As a long time PostgreSQL user, it’s normal that YugabyteDB got my attention. It’s a distributed SQL database which features-compatible with PostgreSQL so that I don’t need to lose my investation. YugabyteDB reuses PostgreSQL’s query layer, so I can use my development tools as usual. It gives me more since there is also Cassandra query layer. Using YugabyteDB I can reuse my SQL skill and development tools, enhanced with NOSQL data model (especially wide-column store), while I have NewSQL’s resiliency, scalability, and high performance.
In this article, I am going to setup YugabyteDB for local cluster, populate data, and access the data using Python3.

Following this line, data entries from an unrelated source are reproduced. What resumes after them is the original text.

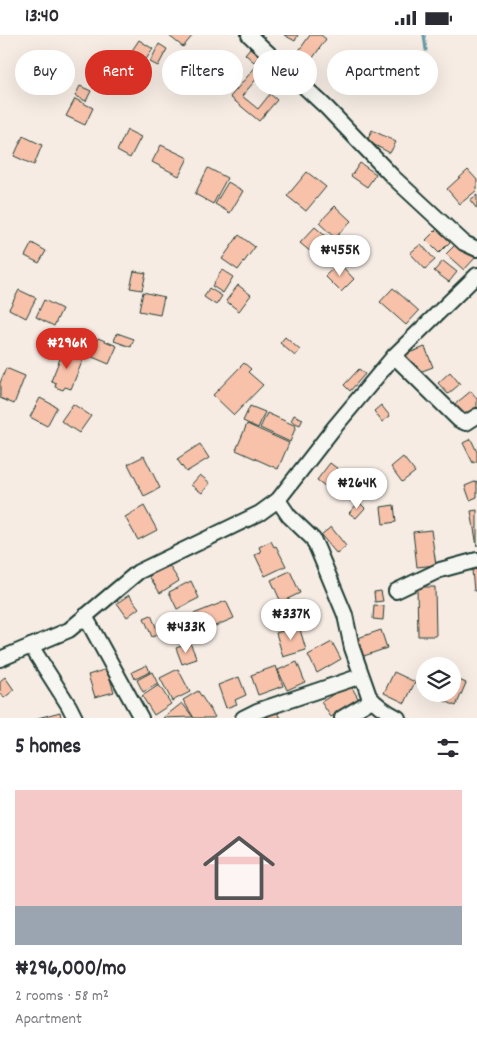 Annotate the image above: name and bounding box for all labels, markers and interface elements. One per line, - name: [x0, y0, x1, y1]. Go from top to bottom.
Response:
- text: 13:40: [25, 4, 59, 31]
- chip: Buy: [15, 50, 75, 95]
- chip: Rent: [85, 50, 152, 95]
- chip: Filters: [162, 50, 243, 95]
- chip: New: [253, 50, 317, 95]
- chip: Apartment: [327, 50, 438, 95]
- pin: ₦455K: [305, 235, 375, 277]
- text: ₦455K: [320, 239, 360, 262]
- pin: ₦296K: [32, 327, 102, 370]
- text: ₦296K: [47, 332, 87, 355]
- pin: ₦264K: [322, 467, 392, 510]
- text: ₦264K: [337, 472, 377, 495]
- pin: ₦337K: [256, 599, 326, 641]
- text: ₦337K: [272, 603, 310, 626]
- pin: ₦433K: [151, 611, 221, 654]
- text: ₦433K: [167, 616, 205, 639]
- map controls: [416, 657, 461, 702]
- button: layers: [416, 657, 461, 702]
- text: 5 homes: [15, 733, 81, 763]
- icon: filters: [434, 734, 462, 762]
- icon: home: [194, 823, 284, 913]
- text: ₦296,000/mo: [15, 955, 126, 985]
- text: 2 rooms · 58 m²: [15, 985, 109, 1008]
- text: Apartment: [15, 1008, 82, 1031]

Install and Configure YugabyteDB
Installation is very easy and straightforward. No source code compilation (well, unless you really want to dig that deep). Just download YugabyteDB, extract, then execute bin/post-install.sh
. When this step has finished, make sure that path/to/extracted/yugabytedb/bin
is in the $PATH. Here’s what I did:
Fish Shell
$ set -x path/to/extracted/yugabytedb/bin $PATH
Bash Shell
$ export PATH=path/to/extracted/yugabytedb/bin:$PATH
Note: to avoid writing the same thing over and over again, I usually put the
set
orexport
statements above inside a file and then whenever I want to use YugabyteDB, I justsource the-file.sh
.
Next, we need to configure YugabyteDB. To configure YugabyteDB, see YugabyteDB configuration. The documentation is complete but to have everything works, all I need to do is changing /etc/security/limits.conf
to:
# /etc/security/limits.conf
#
#Each line describes a limit for a user in the form:
...
...
...
#<domain> <type> <item> <value>
#
* - core unlimited
* - data unlimited
* - fsize unlimited
* - sigpending 119934
* - memlock 64
* - rss unlimited
* - nofile 1048576
* - msgqueue 819200
* - stack 8192
* - cpu unlimited
* - nproc 12000
* - locks unlimited
# End of file
Depends on your situation, maybe you need to restart or just logout-login back.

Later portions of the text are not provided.